DATA FOR THE TASK -
····················

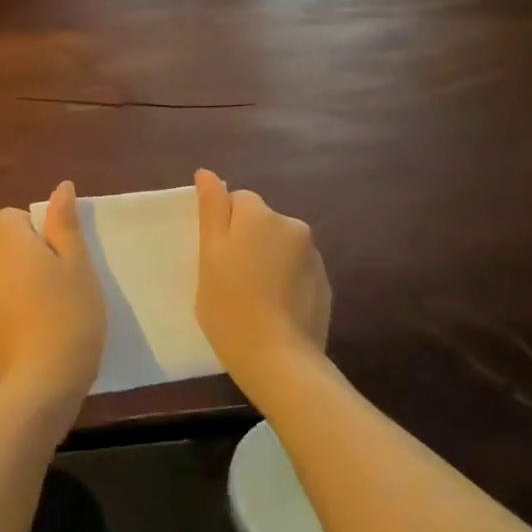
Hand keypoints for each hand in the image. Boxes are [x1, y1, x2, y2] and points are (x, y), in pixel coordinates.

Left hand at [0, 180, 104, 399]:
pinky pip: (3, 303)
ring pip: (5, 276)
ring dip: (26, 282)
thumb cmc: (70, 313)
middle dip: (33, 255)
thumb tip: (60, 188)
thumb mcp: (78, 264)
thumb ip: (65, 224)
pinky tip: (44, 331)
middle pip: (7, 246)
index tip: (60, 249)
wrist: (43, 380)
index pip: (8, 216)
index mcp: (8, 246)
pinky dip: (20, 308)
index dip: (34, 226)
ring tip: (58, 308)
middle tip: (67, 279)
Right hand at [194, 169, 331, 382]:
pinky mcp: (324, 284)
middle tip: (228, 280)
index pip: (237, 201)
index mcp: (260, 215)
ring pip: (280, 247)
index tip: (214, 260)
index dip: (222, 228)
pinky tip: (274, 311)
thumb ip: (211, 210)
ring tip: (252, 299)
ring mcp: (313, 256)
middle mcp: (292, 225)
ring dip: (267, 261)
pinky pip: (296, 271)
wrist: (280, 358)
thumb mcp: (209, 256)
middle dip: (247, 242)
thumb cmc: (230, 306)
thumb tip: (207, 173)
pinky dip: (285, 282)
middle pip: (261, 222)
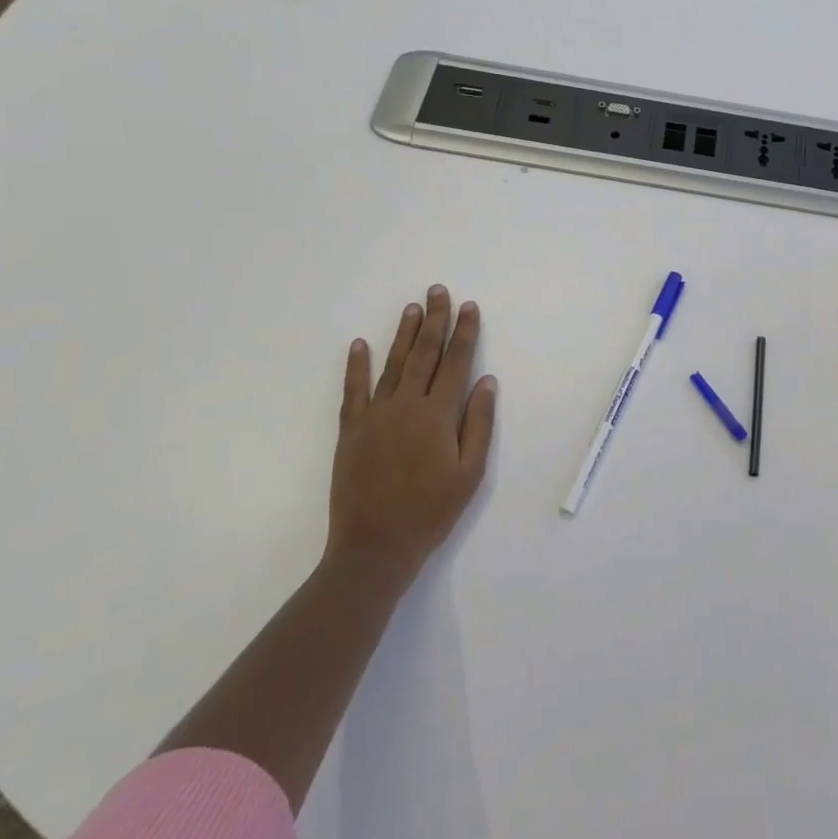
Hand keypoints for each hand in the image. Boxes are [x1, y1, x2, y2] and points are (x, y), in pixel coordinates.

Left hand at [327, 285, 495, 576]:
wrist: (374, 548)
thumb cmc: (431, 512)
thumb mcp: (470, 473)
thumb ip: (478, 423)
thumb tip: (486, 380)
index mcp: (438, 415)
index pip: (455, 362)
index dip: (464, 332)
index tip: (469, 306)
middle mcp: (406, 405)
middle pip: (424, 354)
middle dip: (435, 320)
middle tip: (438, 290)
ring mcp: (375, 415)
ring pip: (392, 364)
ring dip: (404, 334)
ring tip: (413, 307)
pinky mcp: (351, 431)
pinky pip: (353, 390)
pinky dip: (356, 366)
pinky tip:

····················

YOUR GOAL - Find the line that contains "ring dip: (26, 282)". Reproduce it and every later line of the records exactly, minus the pictures.

ANSWER SPACE -
ring dip: (26, 282)
thumb cmc: (70, 313)
middle dip: (33, 255)
thumb tip: (60, 188)
thumb mcp: (78, 264)
thumb ip: (65, 224)
pinky tip: (44, 331)
middle pip: (7, 246)
index tip: (60, 249)
wrist: (43, 380)
index pip: (8, 216)
index mcp: (8, 246)
pinky dip: (20, 308)
index dip: (34, 226)
ring tip: (58, 308)
middle tip: (67, 279)
Right hand at [194, 169, 331, 382]:
pinky mcp: (324, 284)
middle tip: (228, 280)
index pip: (237, 201)
index mcp: (260, 215)
ring pip: (280, 247)
index tip: (214, 260)
index dip: (222, 228)
pinky tip: (274, 311)
thumb ip: (211, 210)
ring tip: (252, 299)
ring mcp: (313, 256)
middle mcp: (292, 225)
ring dip: (267, 261)
pinky pip: (296, 271)
wrist: (280, 358)
thumb mcp: (209, 256)
middle dip: (247, 242)
thumb cmc: (230, 306)
thumb tip: (207, 173)
pinky dip: (285, 282)
middle pip: (261, 222)
Hand keypoints for each hand in the image. Boxes are [x1, y1, x2, y2] and points are (x, y), in pixel coordinates.

Left hand at [327, 285, 495, 576]:
wrist: (374, 548)
thumb cmc: (431, 512)
thumb mcp: (470, 473)
thumb ip: (478, 423)
thumb tip: (486, 380)
index mcp: (438, 415)
index pip: (455, 362)
index dip: (464, 332)
index tip: (469, 306)
middle mcp: (406, 405)
middle pip: (424, 354)
middle dip: (435, 320)
middle tip: (438, 290)
ring mcp: (375, 415)
ring pip: (392, 364)
ring dip: (404, 334)
ring tip: (413, 307)
pinky mcp: (351, 431)
pinky pip: (353, 390)
pinky dip: (356, 366)
pinky tip:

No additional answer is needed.